━━━━━ Source records ━━━━━

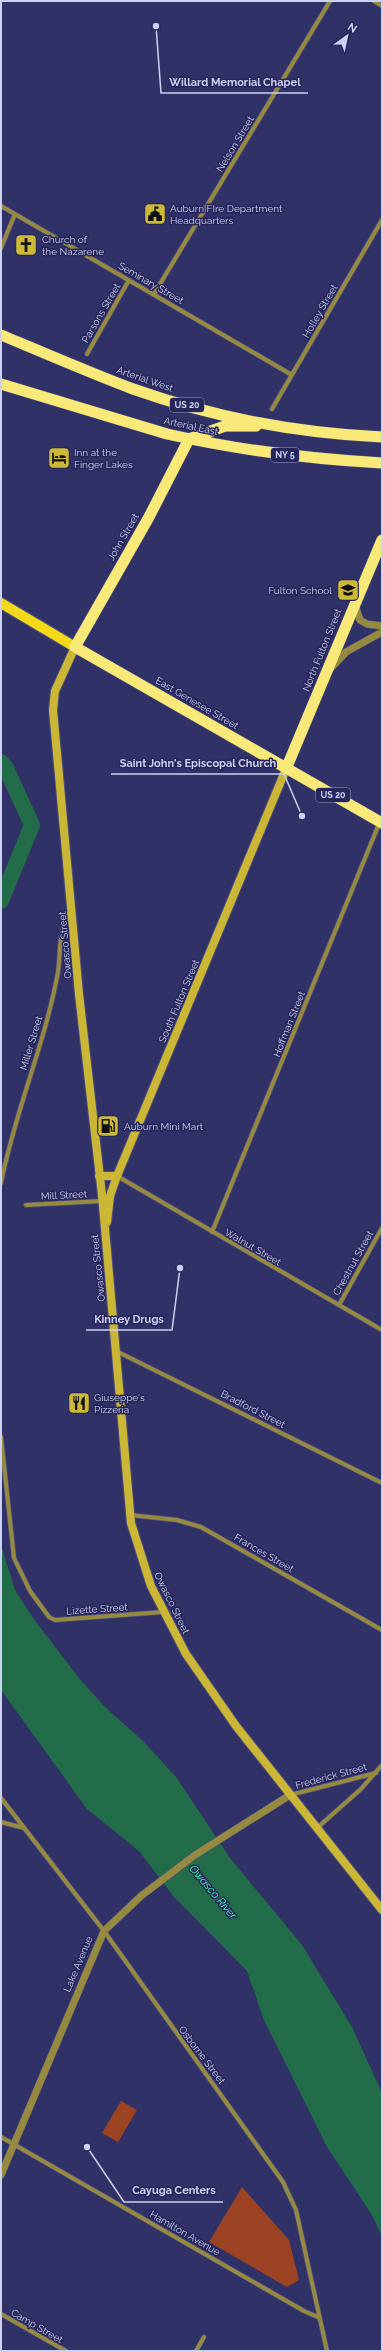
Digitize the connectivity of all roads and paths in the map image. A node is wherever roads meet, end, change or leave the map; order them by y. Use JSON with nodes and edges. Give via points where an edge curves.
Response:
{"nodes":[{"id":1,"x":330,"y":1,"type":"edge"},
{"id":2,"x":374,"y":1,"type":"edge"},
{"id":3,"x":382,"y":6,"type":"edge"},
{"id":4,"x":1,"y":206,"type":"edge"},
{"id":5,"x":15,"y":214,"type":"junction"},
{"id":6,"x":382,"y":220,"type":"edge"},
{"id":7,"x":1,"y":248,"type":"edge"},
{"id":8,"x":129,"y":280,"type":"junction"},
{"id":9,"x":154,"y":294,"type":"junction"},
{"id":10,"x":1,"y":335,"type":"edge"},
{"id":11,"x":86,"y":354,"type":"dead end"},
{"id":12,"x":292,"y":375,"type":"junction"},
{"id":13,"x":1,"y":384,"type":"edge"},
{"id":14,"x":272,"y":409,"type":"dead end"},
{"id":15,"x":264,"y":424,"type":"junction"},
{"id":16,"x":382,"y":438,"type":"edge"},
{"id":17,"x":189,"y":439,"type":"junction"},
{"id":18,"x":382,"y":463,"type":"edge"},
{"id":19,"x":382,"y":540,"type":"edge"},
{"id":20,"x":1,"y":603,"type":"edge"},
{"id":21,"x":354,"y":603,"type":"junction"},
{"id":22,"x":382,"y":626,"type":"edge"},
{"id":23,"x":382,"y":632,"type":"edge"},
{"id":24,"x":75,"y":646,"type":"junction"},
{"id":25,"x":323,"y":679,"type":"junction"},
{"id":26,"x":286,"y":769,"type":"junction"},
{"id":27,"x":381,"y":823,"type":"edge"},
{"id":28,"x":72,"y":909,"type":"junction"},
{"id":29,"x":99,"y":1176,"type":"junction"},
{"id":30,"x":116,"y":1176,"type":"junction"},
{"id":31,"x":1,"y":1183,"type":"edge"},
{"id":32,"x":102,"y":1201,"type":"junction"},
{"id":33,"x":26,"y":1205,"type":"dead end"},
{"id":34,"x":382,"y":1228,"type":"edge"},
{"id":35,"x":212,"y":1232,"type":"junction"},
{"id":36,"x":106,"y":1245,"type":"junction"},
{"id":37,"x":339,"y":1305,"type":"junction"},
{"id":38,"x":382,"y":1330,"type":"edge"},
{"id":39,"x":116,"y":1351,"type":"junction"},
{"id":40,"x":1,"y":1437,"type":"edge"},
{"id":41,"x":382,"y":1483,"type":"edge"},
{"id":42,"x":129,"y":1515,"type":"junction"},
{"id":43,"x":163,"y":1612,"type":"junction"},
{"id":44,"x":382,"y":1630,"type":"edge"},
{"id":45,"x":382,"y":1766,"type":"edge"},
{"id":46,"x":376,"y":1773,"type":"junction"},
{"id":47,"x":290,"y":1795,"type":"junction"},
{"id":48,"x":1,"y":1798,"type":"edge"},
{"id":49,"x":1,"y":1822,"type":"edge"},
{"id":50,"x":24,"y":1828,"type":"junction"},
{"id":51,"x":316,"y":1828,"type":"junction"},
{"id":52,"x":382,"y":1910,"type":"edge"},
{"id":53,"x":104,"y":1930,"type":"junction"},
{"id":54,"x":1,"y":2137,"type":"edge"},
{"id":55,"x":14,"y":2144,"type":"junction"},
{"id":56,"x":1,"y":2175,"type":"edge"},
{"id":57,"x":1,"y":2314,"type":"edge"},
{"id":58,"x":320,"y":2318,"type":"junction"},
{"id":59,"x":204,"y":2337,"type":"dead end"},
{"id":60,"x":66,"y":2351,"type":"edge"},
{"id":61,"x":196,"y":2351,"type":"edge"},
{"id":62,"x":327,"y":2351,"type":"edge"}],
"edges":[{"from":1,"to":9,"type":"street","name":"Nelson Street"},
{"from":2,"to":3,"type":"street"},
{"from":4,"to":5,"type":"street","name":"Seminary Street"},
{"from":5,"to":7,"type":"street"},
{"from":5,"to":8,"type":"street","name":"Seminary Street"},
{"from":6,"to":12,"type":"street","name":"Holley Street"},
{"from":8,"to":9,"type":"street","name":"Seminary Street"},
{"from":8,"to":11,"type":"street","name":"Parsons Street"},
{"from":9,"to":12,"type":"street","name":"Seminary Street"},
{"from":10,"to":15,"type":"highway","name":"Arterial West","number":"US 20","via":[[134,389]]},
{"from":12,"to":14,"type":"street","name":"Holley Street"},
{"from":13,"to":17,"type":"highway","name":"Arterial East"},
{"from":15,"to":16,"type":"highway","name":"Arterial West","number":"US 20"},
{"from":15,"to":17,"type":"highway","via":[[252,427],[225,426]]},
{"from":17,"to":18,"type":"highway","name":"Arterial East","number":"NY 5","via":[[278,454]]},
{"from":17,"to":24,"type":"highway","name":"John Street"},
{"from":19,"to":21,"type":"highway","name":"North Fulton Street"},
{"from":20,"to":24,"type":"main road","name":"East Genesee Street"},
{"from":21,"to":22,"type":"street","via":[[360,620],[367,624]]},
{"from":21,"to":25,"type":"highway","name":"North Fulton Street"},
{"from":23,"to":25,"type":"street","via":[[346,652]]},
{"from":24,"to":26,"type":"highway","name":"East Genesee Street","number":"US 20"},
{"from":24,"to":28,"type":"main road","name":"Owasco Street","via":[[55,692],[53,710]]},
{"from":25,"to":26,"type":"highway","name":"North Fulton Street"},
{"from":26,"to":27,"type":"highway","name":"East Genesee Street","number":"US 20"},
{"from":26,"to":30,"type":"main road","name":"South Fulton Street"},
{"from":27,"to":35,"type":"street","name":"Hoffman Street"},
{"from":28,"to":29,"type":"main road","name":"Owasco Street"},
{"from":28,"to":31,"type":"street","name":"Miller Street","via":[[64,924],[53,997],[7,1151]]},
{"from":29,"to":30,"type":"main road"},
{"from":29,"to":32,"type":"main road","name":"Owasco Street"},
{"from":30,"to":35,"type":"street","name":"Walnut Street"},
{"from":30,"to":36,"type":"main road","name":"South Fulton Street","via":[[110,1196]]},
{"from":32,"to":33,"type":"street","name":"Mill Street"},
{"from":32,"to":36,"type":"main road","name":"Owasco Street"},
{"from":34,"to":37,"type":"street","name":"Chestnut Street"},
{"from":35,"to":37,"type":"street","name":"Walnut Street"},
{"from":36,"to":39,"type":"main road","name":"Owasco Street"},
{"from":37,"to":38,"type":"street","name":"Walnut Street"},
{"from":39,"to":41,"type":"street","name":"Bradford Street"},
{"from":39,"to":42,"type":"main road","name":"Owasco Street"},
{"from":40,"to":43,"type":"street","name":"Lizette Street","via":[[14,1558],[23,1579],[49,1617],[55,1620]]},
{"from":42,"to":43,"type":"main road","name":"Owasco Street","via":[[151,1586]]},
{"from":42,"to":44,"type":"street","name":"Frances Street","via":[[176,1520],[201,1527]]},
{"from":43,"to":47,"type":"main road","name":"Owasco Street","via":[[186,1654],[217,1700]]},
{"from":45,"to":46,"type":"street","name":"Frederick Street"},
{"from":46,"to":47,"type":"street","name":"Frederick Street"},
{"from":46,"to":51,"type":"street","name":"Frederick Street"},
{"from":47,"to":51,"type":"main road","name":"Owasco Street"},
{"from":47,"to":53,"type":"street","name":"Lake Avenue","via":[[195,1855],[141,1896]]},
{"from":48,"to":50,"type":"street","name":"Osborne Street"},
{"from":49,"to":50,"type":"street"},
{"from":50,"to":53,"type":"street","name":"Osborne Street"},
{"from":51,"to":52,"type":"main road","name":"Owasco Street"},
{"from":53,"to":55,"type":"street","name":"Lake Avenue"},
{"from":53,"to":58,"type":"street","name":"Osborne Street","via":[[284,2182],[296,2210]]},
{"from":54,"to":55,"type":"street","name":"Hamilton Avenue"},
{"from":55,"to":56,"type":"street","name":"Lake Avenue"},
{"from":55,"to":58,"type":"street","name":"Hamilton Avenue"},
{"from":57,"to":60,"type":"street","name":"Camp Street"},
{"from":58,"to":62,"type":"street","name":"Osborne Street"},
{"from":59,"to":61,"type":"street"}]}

━━━━━

» **What is expected**
Find every line in the records that has the word "Hamilton". Copy those lines.

» **Answer area**
{"from":54,"to":55,"type":"street","name":"Hamilton Avenue"},
{"from":55,"to":58,"type":"street","name":"Hamilton Avenue"},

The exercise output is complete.